» **PROVIDED DATA**
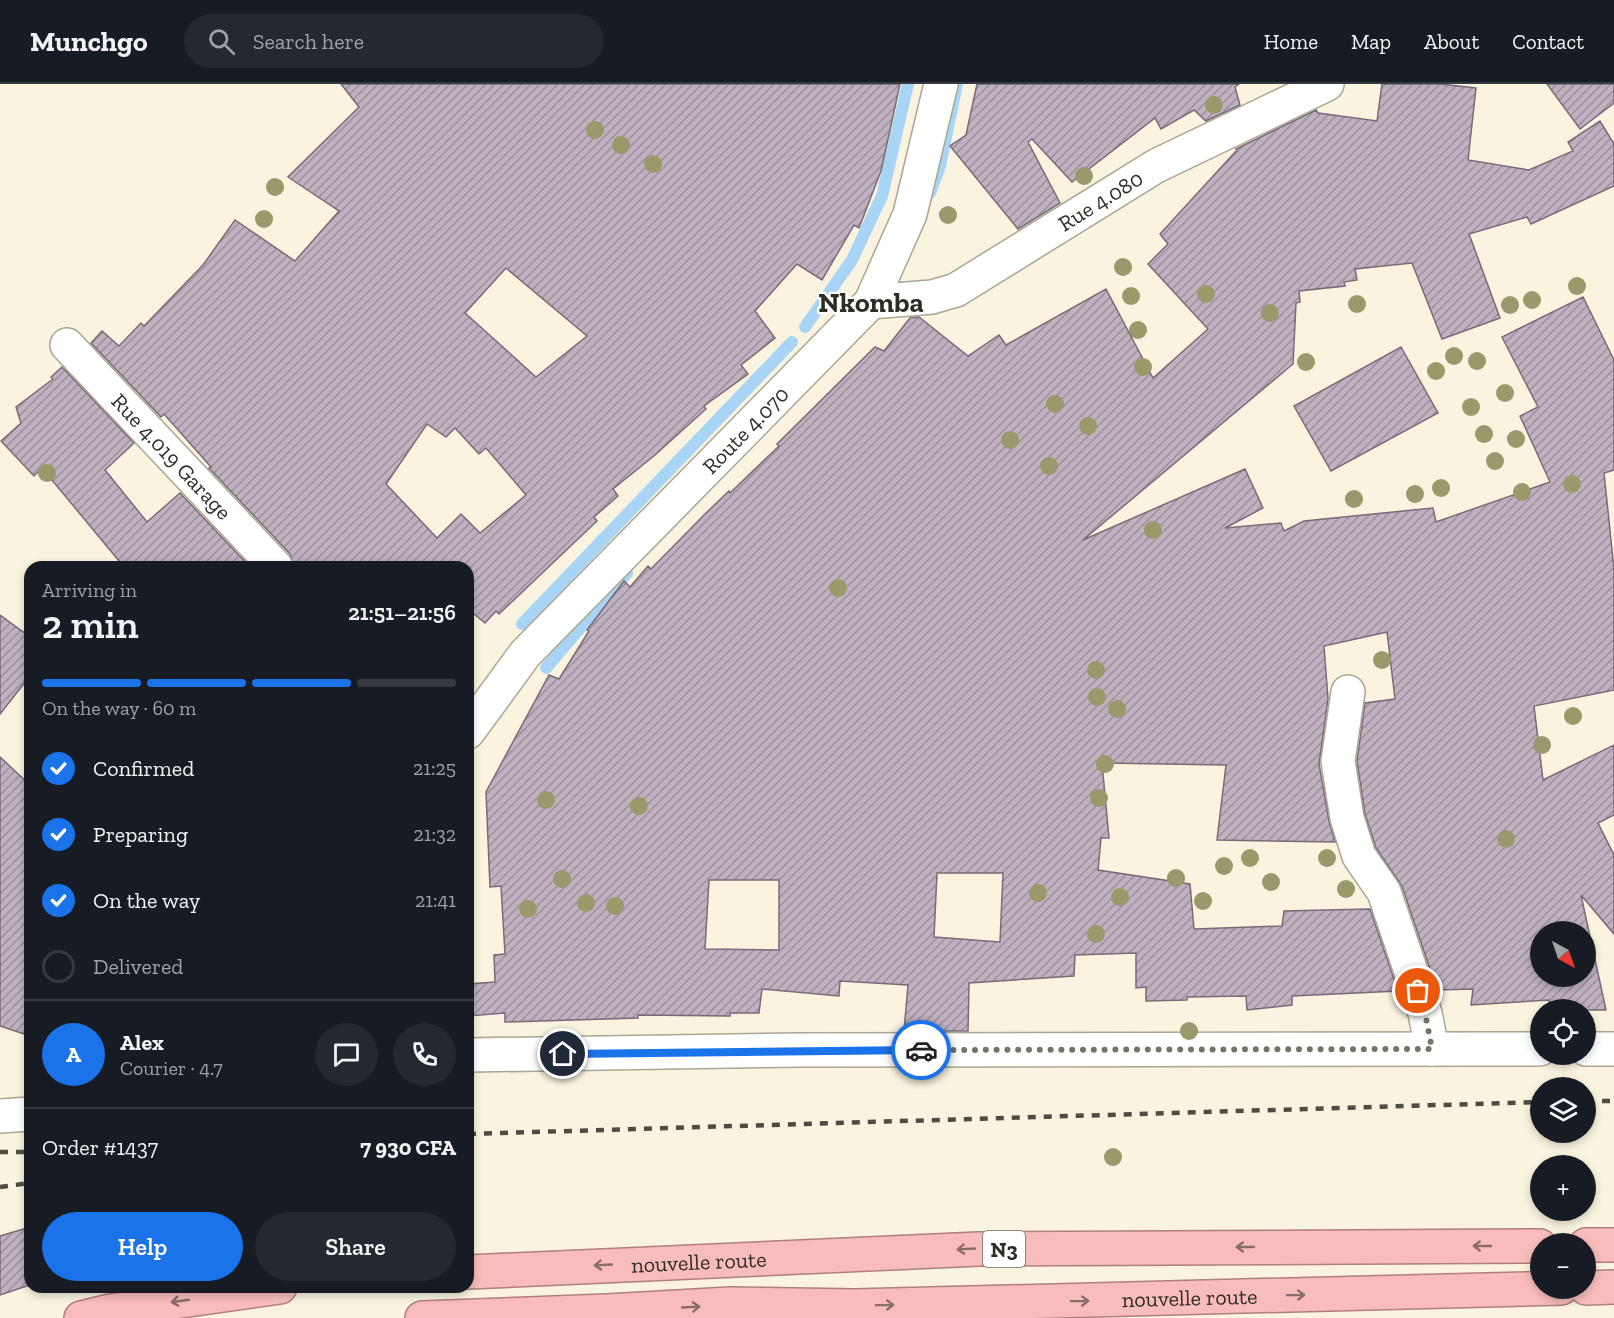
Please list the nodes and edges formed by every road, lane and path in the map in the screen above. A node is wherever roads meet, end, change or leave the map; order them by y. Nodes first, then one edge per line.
1 (941, 84) edge
2 (1327, 84) edge
3 (871, 302) junction
4 (67, 345) dead end
5 (270, 561) edge
6 (1348, 692) dead end
7 (474, 724) edge
8 (1432, 1049) junction
9 (1530, 1049) edge
10 (1596, 1049) edge
11 (1614, 1049) edge
12 (474, 1055) edge
13 (24, 1114) edge
14 (0, 1116) edge
15 (1596, 1245) edge
16 (1614, 1245) edge
17 (1530, 1246) edge
18 (727, 1260) junction
19 (474, 1272) edge
20 (1614, 1287) edge
21 (1596, 1288) edge
22 (1530, 1289) edge
23 (238, 1293) edge
24 (730, 1305) junction
25 (81, 1318) edge
26 (422, 1318) edge

1 - 3 street, Route 4.070
2 - 3 street, Rue 4.080
3 - 7 street, Route 4.070
4 - 5 street, Rue 4.019 Garage
6 - 8 street
8 - 9 street
8 - 12 street
10 - 11 street
13 - 14 street
15 - 16 highway
17 -> 18 highway, nouvelle route / N3
18 -> 19 highway, nouvelle route / N3
18 - 24 highway
20 - 21 highway
24 -> 22 highway, nouvelle route
23 -> 25 highway
26 -> 24 highway, nouvelle route

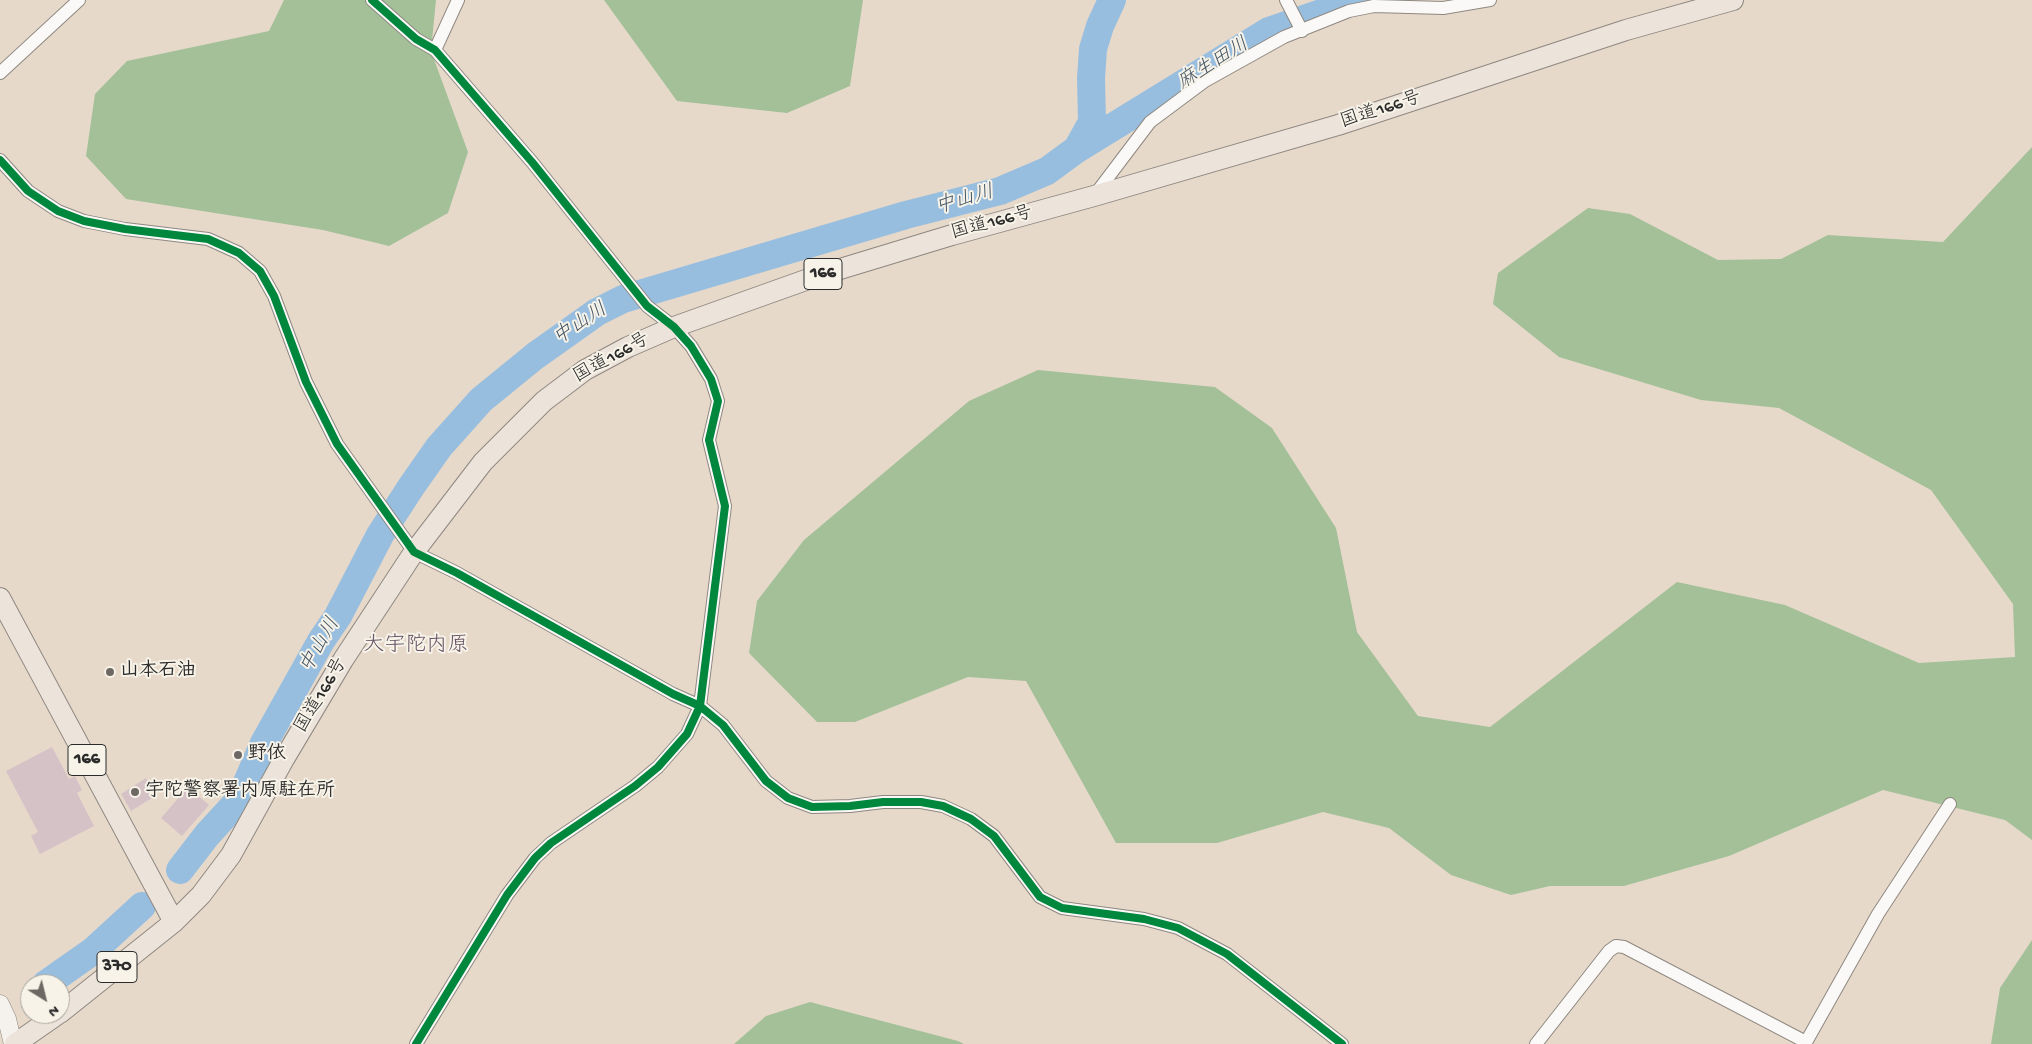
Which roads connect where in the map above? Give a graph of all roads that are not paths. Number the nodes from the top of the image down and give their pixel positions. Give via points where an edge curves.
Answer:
1 (79, 0) edge
2 (372, 0) edge
3 (458, 0) edge
4 (1286, 0) edge
5 (1490, 0) edge
6 (1733, 0) edge
7 (1302, 31) junction
8 (436, 50) junction
9 (0, 73) edge
10 (0, 160) edge
11 (1094, 196) junction
12 (674, 327) junction
13 (414, 552) junction
14 (0, 598) edge
15 (700, 706) junction
16 (1950, 804) dead end
17 (174, 922) junction
18 (0, 1004) edge
19 (70, 1004) edge
20 (43, 1024) edge
21 (1806, 1043) edge
22 (14, 1044) edge
23 (416, 1044) edge
24 (1342, 1044) edge
25 (1536, 1044) edge

1 - 9 street
2 - 8 street via 416,39
3 - 8 street
4 - 7 street
5 - 7 street via 1443,8 1374,6 1349,12
6 - 11 highway, 国道166号 / 166 via 1626,30 1338,126
7 - 11 street via 1284,37 1205,81 1150,122
8 - 12 street via 532,162 648,306
10 - 13 street via 28,191 58,211 84,221 124,229 208,239 239,253 260,271 274,296 306,382 337,444
11 - 12 highway, 国道166号 / 166 via 817,276
12 - 13 highway, 国道166号 / 166 via 585,370 544,401 483,462
12 - 15 street via 691,346 711,379 718,401 709,440 725,506
13 - 15 street
13 - 17 highway, 国道166号 / 166 via 343,660 231,855
14 - 17 highway, 166
15 - 23 street via 687,734 658,767 551,843 535,858 507,895
15 - 24 street via 723,726 766,780 788,798 812,807 883,802 921,802 943,806 971,819 994,836 1040,897 1062,908 1144,918 1178,928 1227,954
16 - 21 street via 1878,914
17 - 19 highway, 370
18 - 22 main road
20 - 22 highway, 370
21 - 25 street via 1624,947 1616,946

» **EXERCISE DESCRIPTION**
Your task is to reproduce every record exactly while omitting the pictures.

» **REPLY**
Please list the nodes and edges formed by every road, lane and path in the map in the screen above. A node is wherever roads meet, end, change or leave the map; order them by y. Nodes first, then one edge per line.
1 (941, 84) edge
2 (1327, 84) edge
3 (871, 302) junction
4 (67, 345) dead end
5 (270, 561) edge
6 (1348, 692) dead end
7 (474, 724) edge
8 (1432, 1049) junction
9 (1530, 1049) edge
10 (1596, 1049) edge
11 (1614, 1049) edge
12 (474, 1055) edge
13 (24, 1114) edge
14 (0, 1116) edge
15 (1596, 1245) edge
16 (1614, 1245) edge
17 (1530, 1246) edge
18 (727, 1260) junction
19 (474, 1272) edge
20 (1614, 1287) edge
21 (1596, 1288) edge
22 (1530, 1289) edge
23 (238, 1293) edge
24 (730, 1305) junction
25 (81, 1318) edge
26 (422, 1318) edge

1 - 3 street, Route 4.070
2 - 3 street, Rue 4.080
3 - 7 street, Route 4.070
4 - 5 street, Rue 4.019 Garage
6 - 8 street
8 - 9 street
8 - 12 street
10 - 11 street
13 - 14 street
15 - 16 highway
17 -> 18 highway, nouvelle route / N3
18 -> 19 highway, nouvelle route / N3
18 - 24 highway
20 - 21 highway
24 -> 22 highway, nouvelle route
23 -> 25 highway
26 -> 24 highway, nouvelle route

Which roads connect where in the map above? Give a graph of all roads that are not paths. Number the nodes from the top of the image down and give their pixel positions. Give via points where an edge curves.
Answer:
1 (79, 0) edge
2 (372, 0) edge
3 (458, 0) edge
4 (1286, 0) edge
5 (1490, 0) edge
6 (1733, 0) edge
7 (1302, 31) junction
8 (436, 50) junction
9 (0, 73) edge
10 (0, 160) edge
11 (1094, 196) junction
12 (674, 327) junction
13 (414, 552) junction
14 (0, 598) edge
15 (700, 706) junction
16 (1950, 804) dead end
17 (174, 922) junction
18 (0, 1004) edge
19 (70, 1004) edge
20 (43, 1024) edge
21 (1806, 1043) edge
22 (14, 1044) edge
23 (416, 1044) edge
24 (1342, 1044) edge
25 (1536, 1044) edge

1 - 9 street
2 - 8 street via 416,39
3 - 8 street
4 - 7 street
5 - 7 street via 1443,8 1374,6 1349,12
6 - 11 highway, 国道166号 / 166 via 1626,30 1338,126
7 - 11 street via 1284,37 1205,81 1150,122
8 - 12 street via 532,162 648,306
10 - 13 street via 28,191 58,211 84,221 124,229 208,239 239,253 260,271 274,296 306,382 337,444
11 - 12 highway, 国道166号 / 166 via 817,276
12 - 13 highway, 国道166号 / 166 via 585,370 544,401 483,462
12 - 15 street via 691,346 711,379 718,401 709,440 725,506
13 - 15 street
13 - 17 highway, 国道166号 / 166 via 343,660 231,855
14 - 17 highway, 166
15 - 23 street via 687,734 658,767 551,843 535,858 507,895
15 - 24 street via 723,726 766,780 788,798 812,807 883,802 921,802 943,806 971,819 994,836 1040,897 1062,908 1144,918 1178,928 1227,954
16 - 21 street via 1878,914
17 - 19 highway, 370
18 - 22 main road
20 - 22 highway, 370
21 - 25 street via 1624,947 1616,946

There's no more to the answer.